Top of Dataset

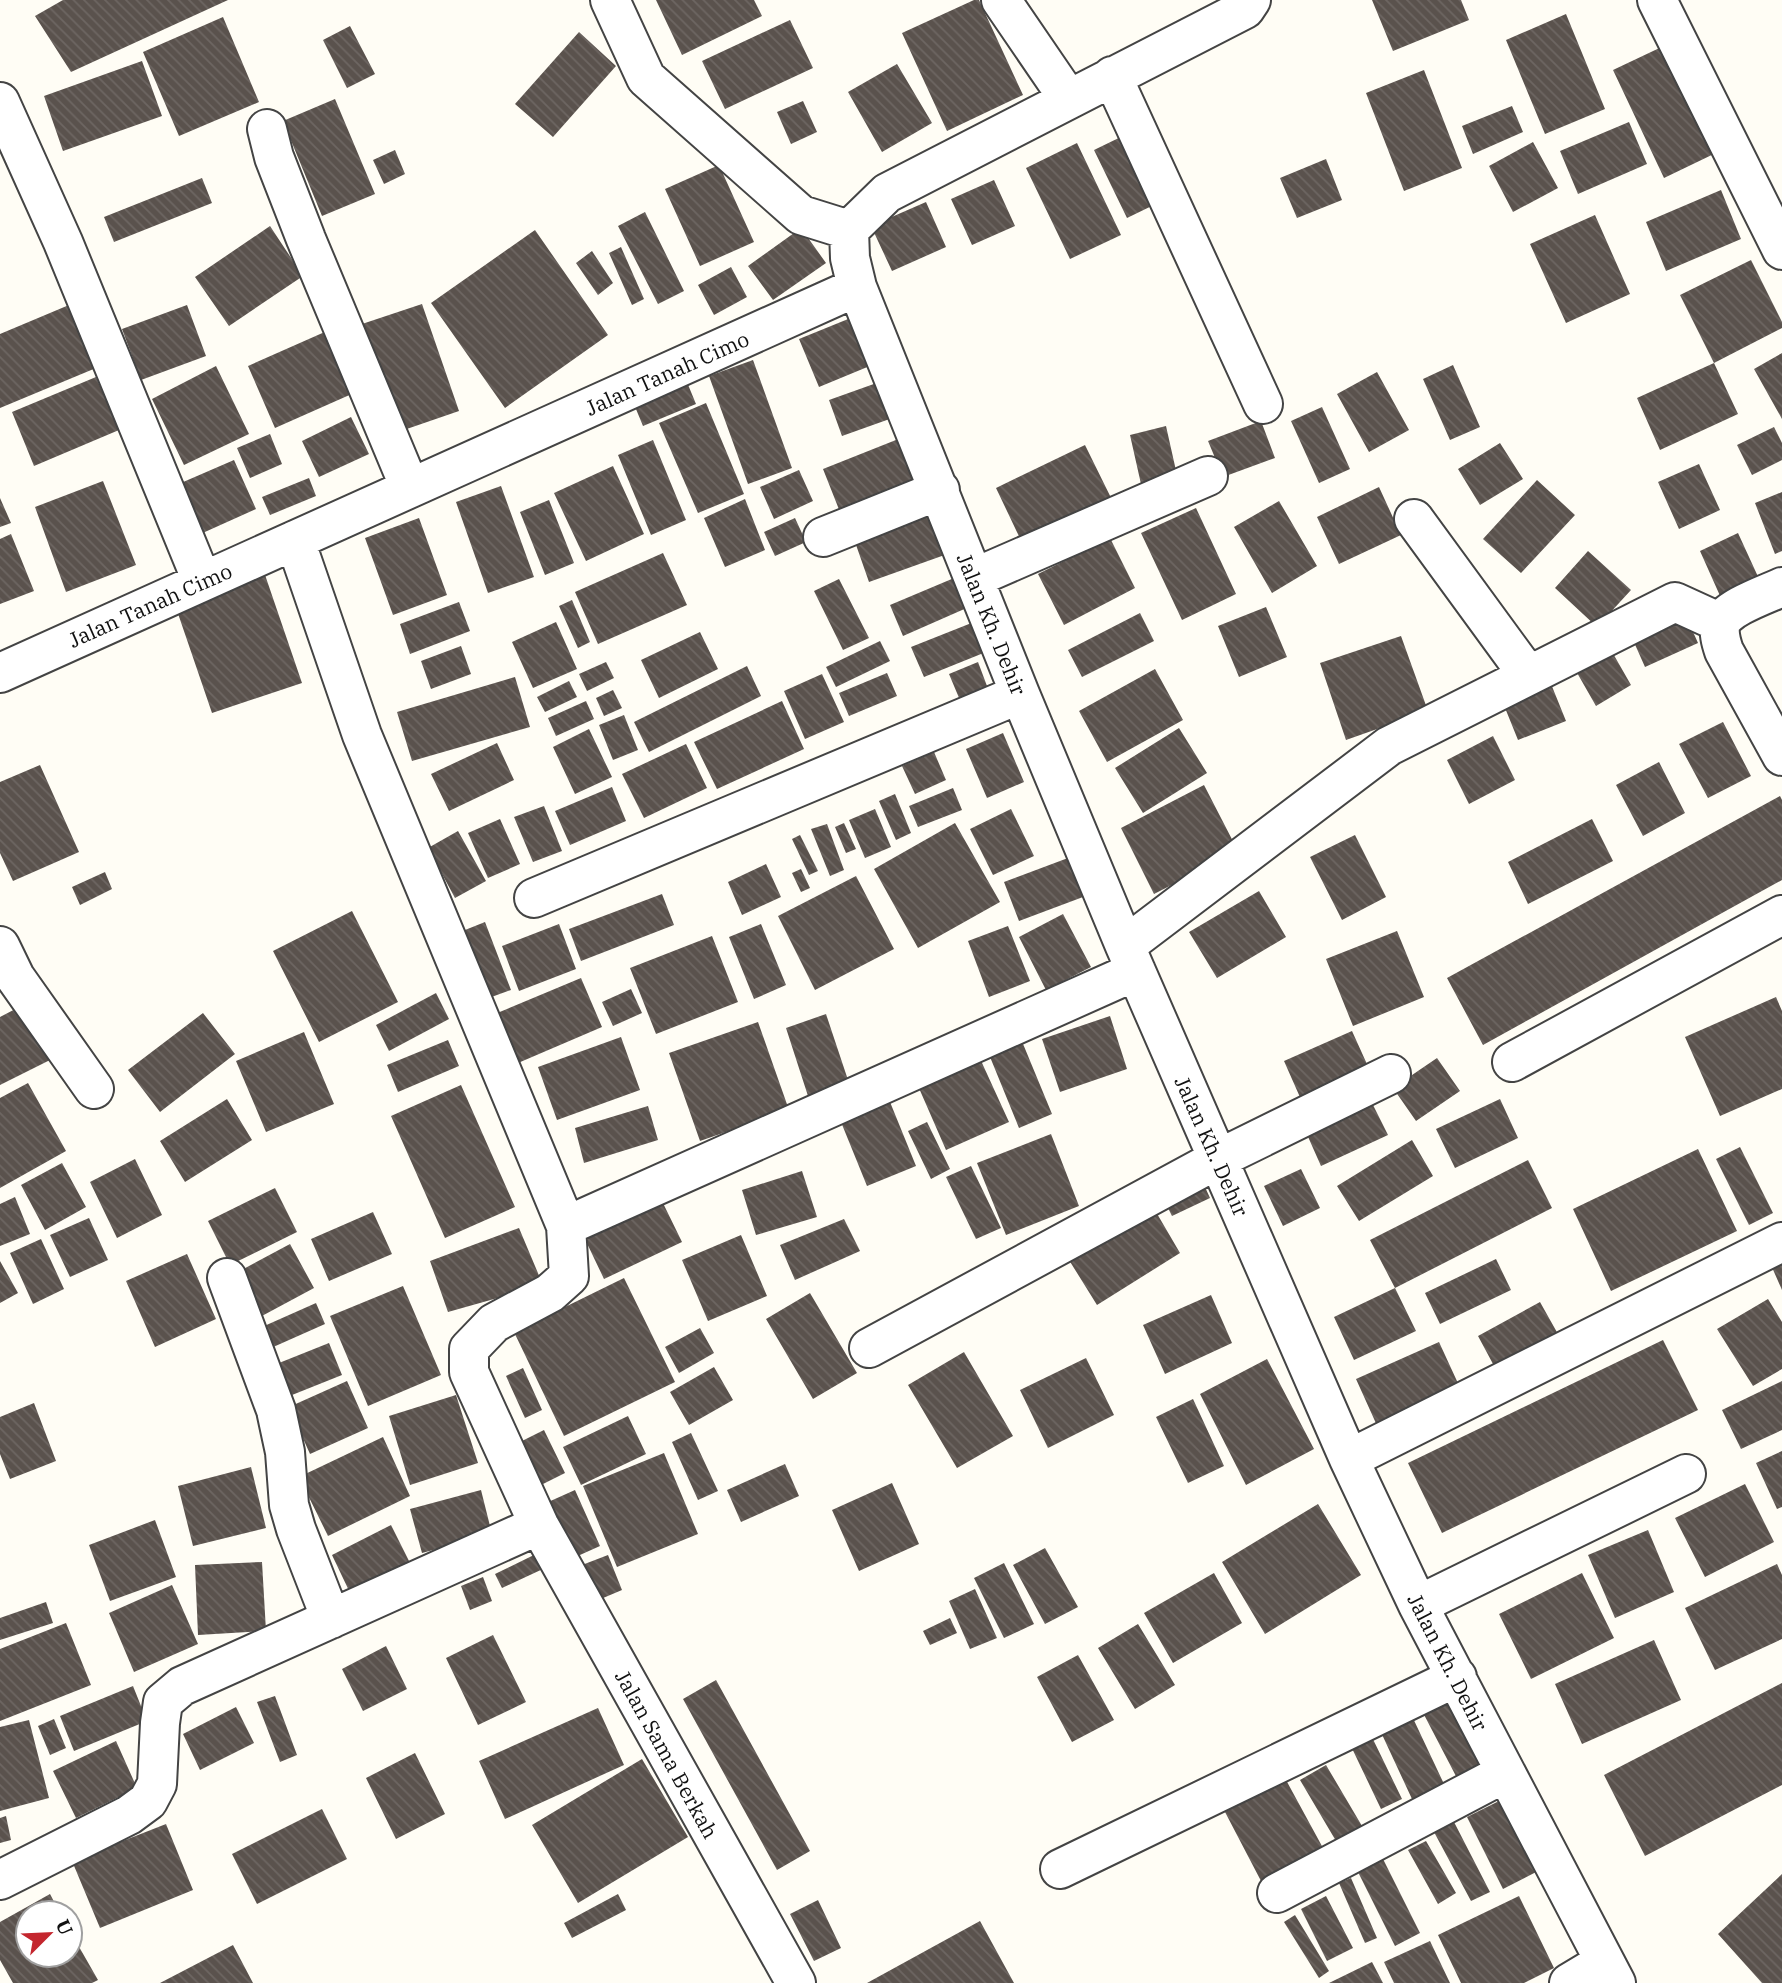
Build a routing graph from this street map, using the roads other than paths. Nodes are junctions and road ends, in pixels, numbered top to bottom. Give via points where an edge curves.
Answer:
1 (610, 0) edge
2 (1001, 0) edge
3 (1251, 0) edge
4 (1657, 0) edge
5 (1112, 76) junction
6 (1068, 98) junction
7 (0, 102) edge
8 (267, 129) dead end
9 (849, 230) junction
10 (1782, 250) edge
11 (857, 287) junction
12 (1263, 404) dead end
13 (1208, 476) dead end
14 (410, 488) junction
15 (940, 490) junction
16 (1414, 519) dead end
17 (823, 537) dead end
18 (295, 540) junction
19 (974, 578) junction
20 (202, 581) junction
21 (1782, 587) edge
22 (1721, 623) junction
23 (0, 673) edge
24 (1528, 675) junction
25 (1020, 694) junction
26 (1782, 756) edge
27 (534, 898) dead end
28 (1782, 915) edge
29 (0, 946) edge
30 (1130, 959) junction
31 (1512, 1062) dead end
32 (1391, 1074) dead end
33 (94, 1089) dead end
34 (1217, 1159) junction
35 (566, 1226) junction
36 (1782, 1242) edge
37 (227, 1278) dead end
38 (869, 1348) dead end
39 (1349, 1459) junction
40 (1686, 1474) dead end
41 (539, 1525) junction
42 (1418, 1605) junction
43 (331, 1619) junction
44 (1457, 1676) junction
45 (1505, 1773) junction
46 (1060, 1869) dead end
47 (0, 1880) edge
48 (1277, 1894) dead end
49 (1610, 1973) edge
50 (796, 1983) edge
51 (1569, 1983) edge

1 - 9 street via 646,78 801,215
2 - 6 street
3 - 5 street via 1245,9
4 - 10 street
5 - 6 street
5 - 12 street
6 - 9 street via 887,193
7 - 20 street via 63,242
8 - 14 street via 306,239
9 - 11 street
11 - 14 street, Jalan Tanah Cimo
11 - 15 street, Jalan Kh. Dehir
13 - 19 street
14 - 18 street, Jalan Tanah Cimo
15 - 17 street
15 - 19 street, Jalan Kh. Dehir
16 - 24 street
18 - 20 street, Jalan Tanah Cimo
18 - 35 street via 362,735
19 - 25 street, Jalan Kh. Dehir
20 - 23 street, Jalan Tanah Cimo
21 - 22 street via 1727,613
22 - 24 street via 1675,602
22 - 26 street via 1724,651
24 - 30 street via 1390,747
25 - 27 street
25 - 30 street, Jalan Kh. Dehir
28 - 31 street
29 - 33 street via 15,977
30 - 34 street, Jalan Kh. Dehir
30 - 35 street
32 - 34 street
34 - 38 street
34 - 39 street, Jalan Kh. Dehir
35 - 41 street, Jalan Sama Berkah via 569,1276 550,1293 494,1324 469,1349 469,1373
36 - 39 street
37 - 43 street via 276,1410 289,1505
39 - 42 street, Jalan Kh. Dehir
40 - 42 street
41 - 43 street
41 - 50 street, Jalan Sama Berkah
42 - 44 street, Jalan Kh. Dehir
43 - 47 street via 182,1686 163,1702 157,1784 148,1801
44 - 45 street, Jalan Kh. Dehir
44 - 46 street
45 - 48 street
45 - 49 street, Jalan Kh. Dehir
49 - 51 street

Bottom of Dataset

Work required -
A single number is required: the count of lines in the data above that include the word "Dehir".

Written solution -
10